La création d’un nouveau festival du cinéma a moins d’importance quand le secteur n’est pas restructuré. Ce qui passe notamment par l’appui de la création, estime Okoko Nyumbaiza, réalisateur.
« L’initiative de créer un festival du cinéma, ce n’est pas mal parce qu’effectivement au regard de notre population qui est comptée par million, nous avons besoin des évènements majeurs pour célébrer la culture tout simplement. Maintenant, la décision du ministère de la culture, arts et patrimoines de créer un nouveau festival du cinéma du nom d’Okapi, je ne crois pas que ça soit une très bonne nouvelle pour le pays pour la simple raison qu’un festival ça célèbre des films.

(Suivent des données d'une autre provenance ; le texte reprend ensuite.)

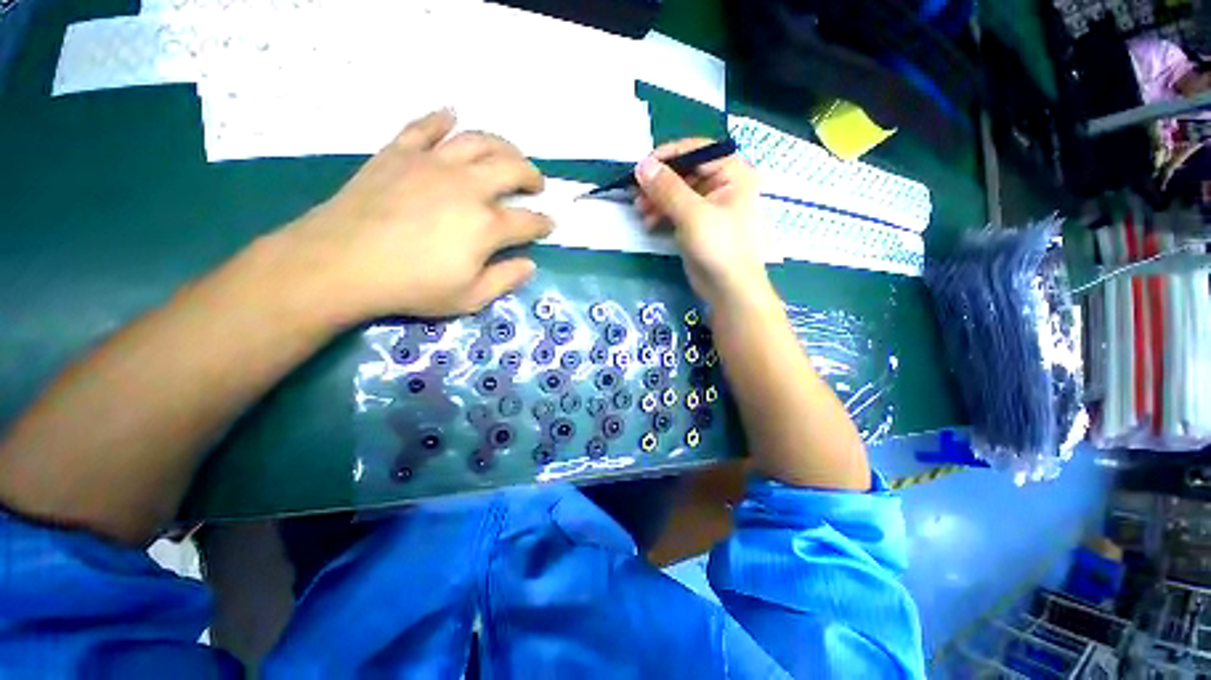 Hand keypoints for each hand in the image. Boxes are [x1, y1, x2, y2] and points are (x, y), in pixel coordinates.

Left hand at [284, 109, 552, 323]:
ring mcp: (433, 164)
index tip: (548, 225)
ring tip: (509, 154)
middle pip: (512, 168)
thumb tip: (530, 264)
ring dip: (502, 145)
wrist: (342, 263)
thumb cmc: (412, 286)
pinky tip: (451, 117)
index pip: (528, 221)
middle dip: (532, 176)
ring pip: (478, 140)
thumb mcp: (470, 298)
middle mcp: (468, 186)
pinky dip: (440, 120)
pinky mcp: (400, 153)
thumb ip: (506, 279)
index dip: (543, 223)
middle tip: (536, 184)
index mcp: (487, 225)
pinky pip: (424, 127)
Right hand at [632, 139, 770, 306]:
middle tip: (635, 195)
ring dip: (656, 200)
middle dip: (658, 184)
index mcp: (732, 172)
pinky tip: (649, 224)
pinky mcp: (698, 224)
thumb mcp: (693, 214)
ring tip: (640, 212)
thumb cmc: (719, 247)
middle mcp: (722, 183)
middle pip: (684, 172)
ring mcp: (709, 205)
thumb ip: (667, 188)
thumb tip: (642, 165)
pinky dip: (661, 215)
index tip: (640, 169)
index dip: (666, 157)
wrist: (729, 289)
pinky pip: (676, 211)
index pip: (695, 151)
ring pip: (677, 193) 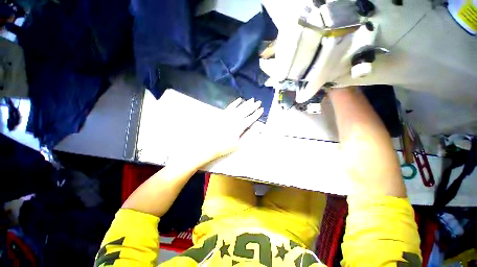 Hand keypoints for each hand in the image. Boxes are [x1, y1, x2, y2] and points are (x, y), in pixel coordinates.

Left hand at [172, 98, 263, 165]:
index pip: (250, 119)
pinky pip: (230, 107)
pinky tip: (239, 100)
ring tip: (251, 99)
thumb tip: (256, 130)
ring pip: (239, 108)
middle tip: (258, 102)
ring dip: (246, 103)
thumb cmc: (224, 146)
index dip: (256, 114)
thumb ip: (247, 137)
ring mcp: (228, 116)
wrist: (209, 144)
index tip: (261, 109)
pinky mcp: (222, 114)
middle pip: (245, 111)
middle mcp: (235, 119)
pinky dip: (235, 103)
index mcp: (239, 127)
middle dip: (253, 106)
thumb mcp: (238, 145) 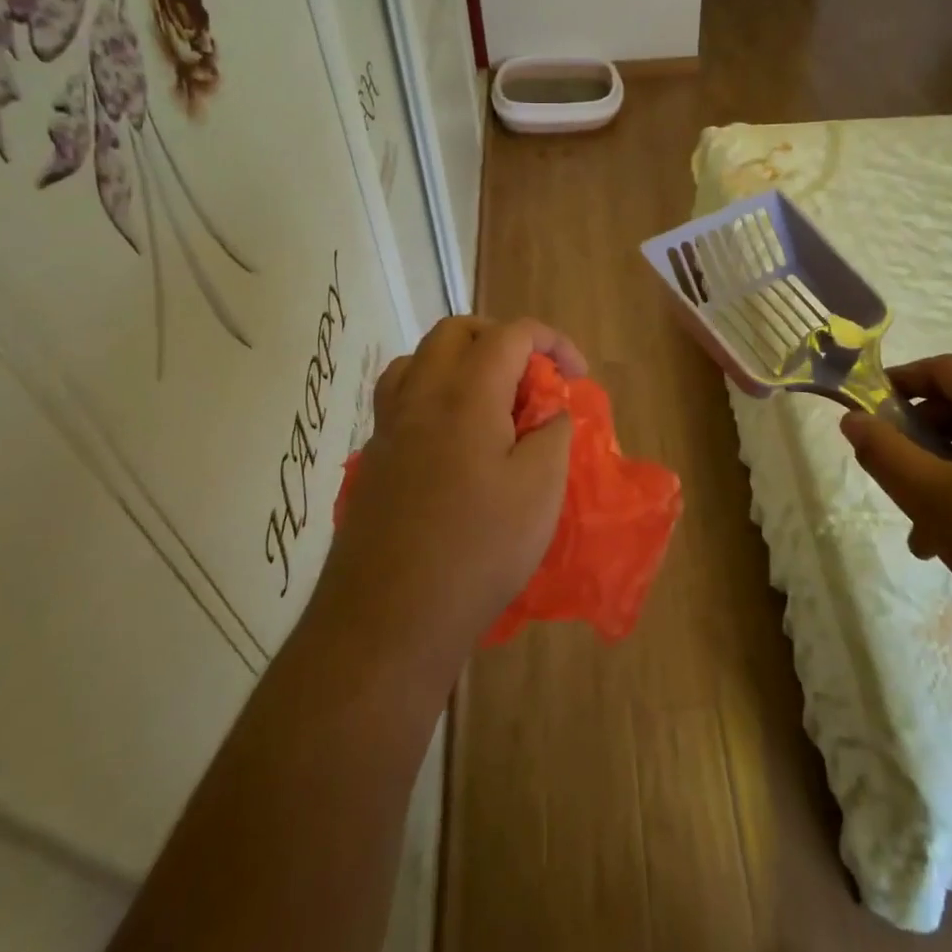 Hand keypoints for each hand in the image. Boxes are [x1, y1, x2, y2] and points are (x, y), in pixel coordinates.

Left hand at [309, 316, 586, 682]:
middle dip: (501, 339)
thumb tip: (549, 411)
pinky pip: (400, 398)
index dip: (552, 342)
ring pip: (419, 359)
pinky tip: (452, 437)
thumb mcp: (540, 490)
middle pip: (456, 332)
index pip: (511, 334)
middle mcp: (420, 396)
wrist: (389, 618)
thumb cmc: (477, 550)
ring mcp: (389, 427)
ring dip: (460, 360)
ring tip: (490, 399)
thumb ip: (552, 434)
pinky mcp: (374, 459)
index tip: (577, 375)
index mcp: (466, 394)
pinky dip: (432, 393)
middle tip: (532, 378) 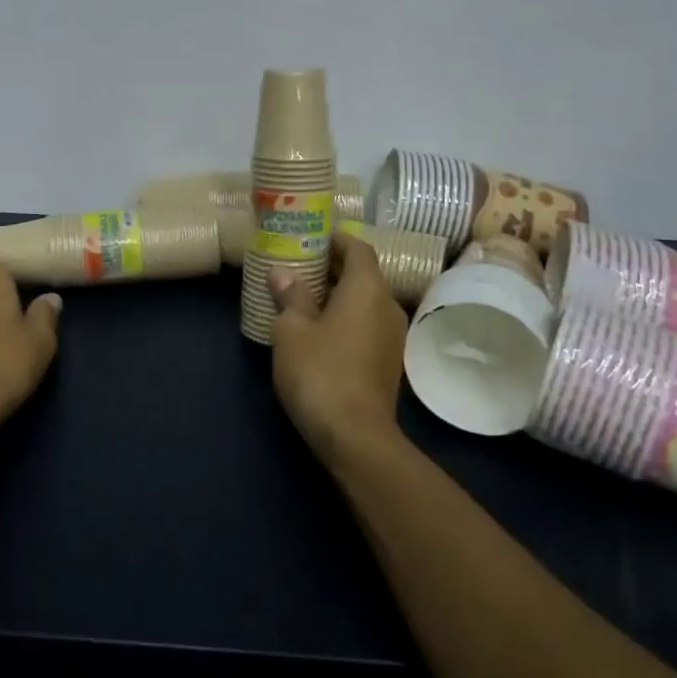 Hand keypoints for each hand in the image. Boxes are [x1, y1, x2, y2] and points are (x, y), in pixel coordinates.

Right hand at [269, 230, 408, 457]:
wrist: (356, 437)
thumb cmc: (321, 372)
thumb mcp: (292, 330)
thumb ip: (290, 296)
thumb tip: (283, 273)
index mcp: (367, 288)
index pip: (357, 248)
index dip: (335, 240)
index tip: (309, 240)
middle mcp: (388, 305)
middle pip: (363, 274)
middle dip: (332, 268)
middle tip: (298, 268)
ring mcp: (393, 336)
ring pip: (366, 301)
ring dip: (339, 295)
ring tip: (304, 299)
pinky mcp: (388, 362)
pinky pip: (368, 325)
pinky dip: (347, 318)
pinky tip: (320, 332) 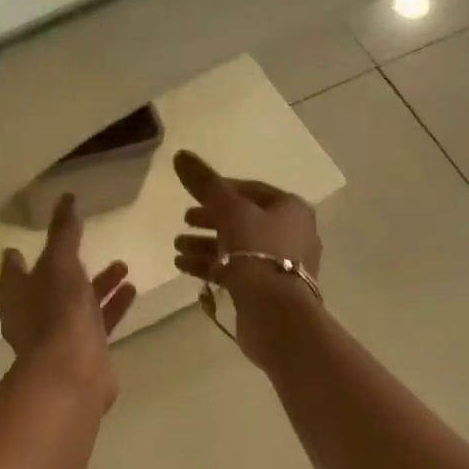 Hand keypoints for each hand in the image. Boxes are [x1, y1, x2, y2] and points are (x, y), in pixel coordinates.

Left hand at [0, 193, 137, 409]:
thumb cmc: (57, 311)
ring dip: (99, 285)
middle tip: (89, 247)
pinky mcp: (83, 350)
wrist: (72, 373)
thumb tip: (66, 198)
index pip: (13, 268)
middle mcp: (31, 314)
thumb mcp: (60, 263)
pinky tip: (132, 291)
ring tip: (123, 266)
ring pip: (78, 302)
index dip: (20, 255)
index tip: (28, 241)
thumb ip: (64, 232)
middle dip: (71, 266)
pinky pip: (99, 322)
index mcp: (15, 293)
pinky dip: (113, 305)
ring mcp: (57, 335)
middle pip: (49, 285)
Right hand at [172, 150, 322, 366]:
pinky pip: (236, 270)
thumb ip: (205, 184)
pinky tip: (183, 267)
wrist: (276, 313)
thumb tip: (180, 154)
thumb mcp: (229, 210)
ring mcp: (281, 265)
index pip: (250, 190)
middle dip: (209, 220)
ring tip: (177, 248)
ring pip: (237, 247)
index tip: (192, 197)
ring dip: (205, 245)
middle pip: (242, 220)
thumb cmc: (257, 252)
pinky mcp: (268, 290)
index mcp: (290, 209)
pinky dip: (211, 266)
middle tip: (184, 221)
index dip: (219, 190)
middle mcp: (291, 234) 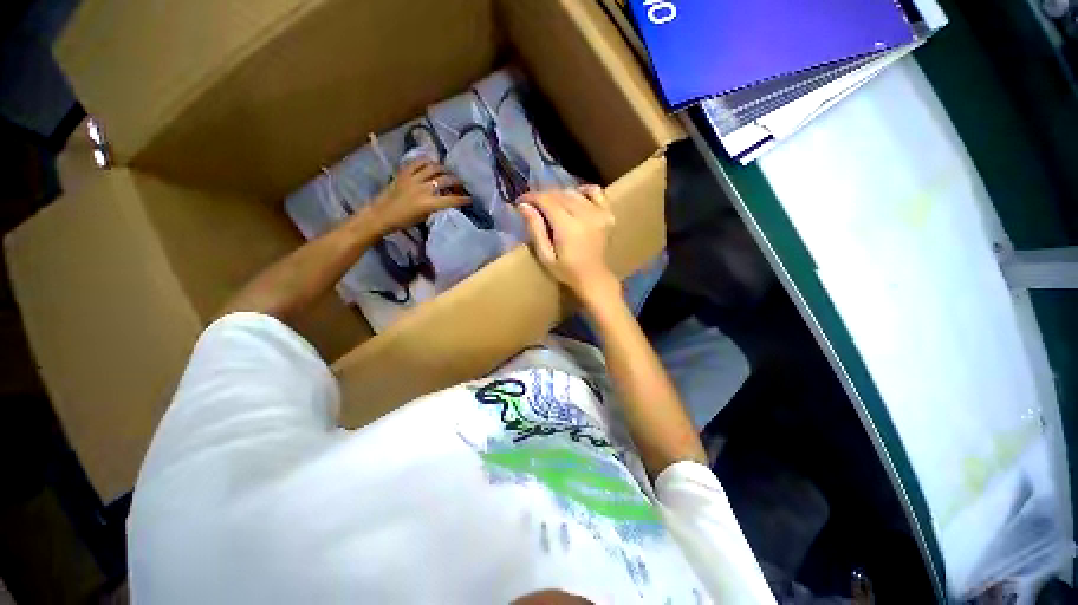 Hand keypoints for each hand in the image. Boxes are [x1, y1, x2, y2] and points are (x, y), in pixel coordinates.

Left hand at [371, 160, 468, 230]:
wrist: (381, 214)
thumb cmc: (403, 221)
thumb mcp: (424, 217)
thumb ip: (436, 207)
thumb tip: (446, 200)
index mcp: (428, 203)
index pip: (451, 200)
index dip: (463, 199)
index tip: (470, 199)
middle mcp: (423, 189)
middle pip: (445, 180)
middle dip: (456, 181)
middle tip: (461, 183)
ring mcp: (412, 178)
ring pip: (433, 168)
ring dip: (443, 169)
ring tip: (448, 171)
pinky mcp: (403, 172)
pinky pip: (417, 162)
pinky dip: (426, 161)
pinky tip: (432, 162)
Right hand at [517, 185, 618, 302]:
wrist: (594, 278)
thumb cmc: (566, 271)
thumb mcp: (545, 256)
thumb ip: (535, 230)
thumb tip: (523, 206)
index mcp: (568, 227)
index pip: (547, 201)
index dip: (531, 197)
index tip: (521, 201)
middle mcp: (585, 215)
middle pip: (559, 194)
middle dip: (542, 196)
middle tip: (533, 205)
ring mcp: (599, 213)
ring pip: (573, 192)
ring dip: (559, 195)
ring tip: (550, 205)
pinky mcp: (608, 213)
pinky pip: (596, 192)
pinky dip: (583, 191)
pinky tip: (575, 198) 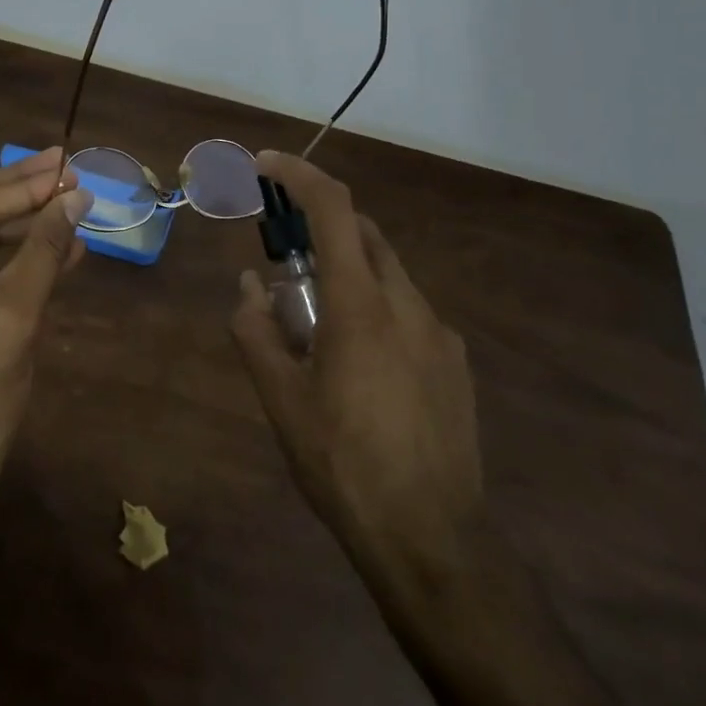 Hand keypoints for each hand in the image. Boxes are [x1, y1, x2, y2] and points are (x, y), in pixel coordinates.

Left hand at [0, 148, 92, 520]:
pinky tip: (58, 248)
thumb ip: (43, 249)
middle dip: (22, 196)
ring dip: (24, 229)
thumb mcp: (12, 315)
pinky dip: (15, 262)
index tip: (66, 164)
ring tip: (72, 205)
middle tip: (66, 166)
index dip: (21, 184)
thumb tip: (77, 198)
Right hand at [229, 152, 484, 586]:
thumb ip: (256, 330)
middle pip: (364, 232)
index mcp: (361, 304)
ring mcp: (439, 333)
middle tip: (284, 257)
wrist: (433, 540)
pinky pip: (408, 311)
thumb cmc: (343, 464)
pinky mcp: (456, 362)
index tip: (266, 165)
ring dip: (347, 272)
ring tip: (315, 325)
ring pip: (387, 273)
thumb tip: (249, 286)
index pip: (333, 209)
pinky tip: (359, 364)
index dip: (299, 175)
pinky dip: (375, 307)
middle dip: (321, 226)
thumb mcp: (281, 400)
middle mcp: (407, 303) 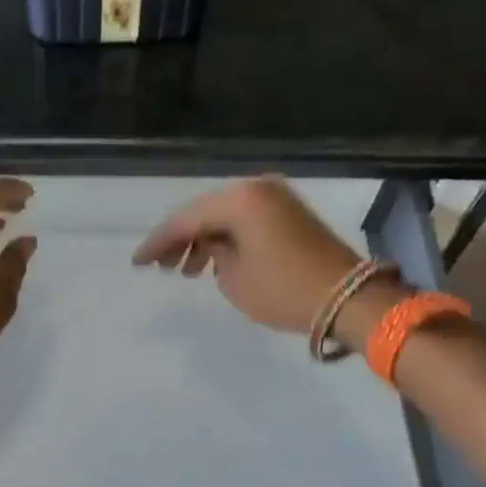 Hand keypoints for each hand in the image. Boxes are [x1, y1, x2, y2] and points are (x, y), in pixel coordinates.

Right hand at [131, 177, 365, 334]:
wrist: (348, 297)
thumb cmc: (284, 290)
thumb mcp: (234, 278)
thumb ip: (212, 256)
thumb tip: (212, 247)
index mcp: (240, 200)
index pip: (186, 219)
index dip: (159, 242)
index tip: (137, 262)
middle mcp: (256, 189)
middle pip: (204, 211)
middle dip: (179, 239)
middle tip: (159, 266)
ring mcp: (276, 198)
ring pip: (224, 215)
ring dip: (202, 240)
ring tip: (185, 271)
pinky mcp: (289, 213)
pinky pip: (245, 221)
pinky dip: (227, 239)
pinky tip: (214, 262)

Nous nous précipitons d’aller à l’autre bout de la scène au lieu de commencer en amont par appuyer d’abord le création », pense-t-il.
Il a ajouté : « La création est au centre, il faut d’abord appuyer la création, par la suite, pour la promotion de ces créations, il faudra absolument des cadres tels que des festivals, des marchés des films et surtout des rencontres professionnelles de grande qualité pouvant effectivement créer l’engouement à la fois des spectateurs mais également d’autres acteurs du cinéma africain ou du monde ».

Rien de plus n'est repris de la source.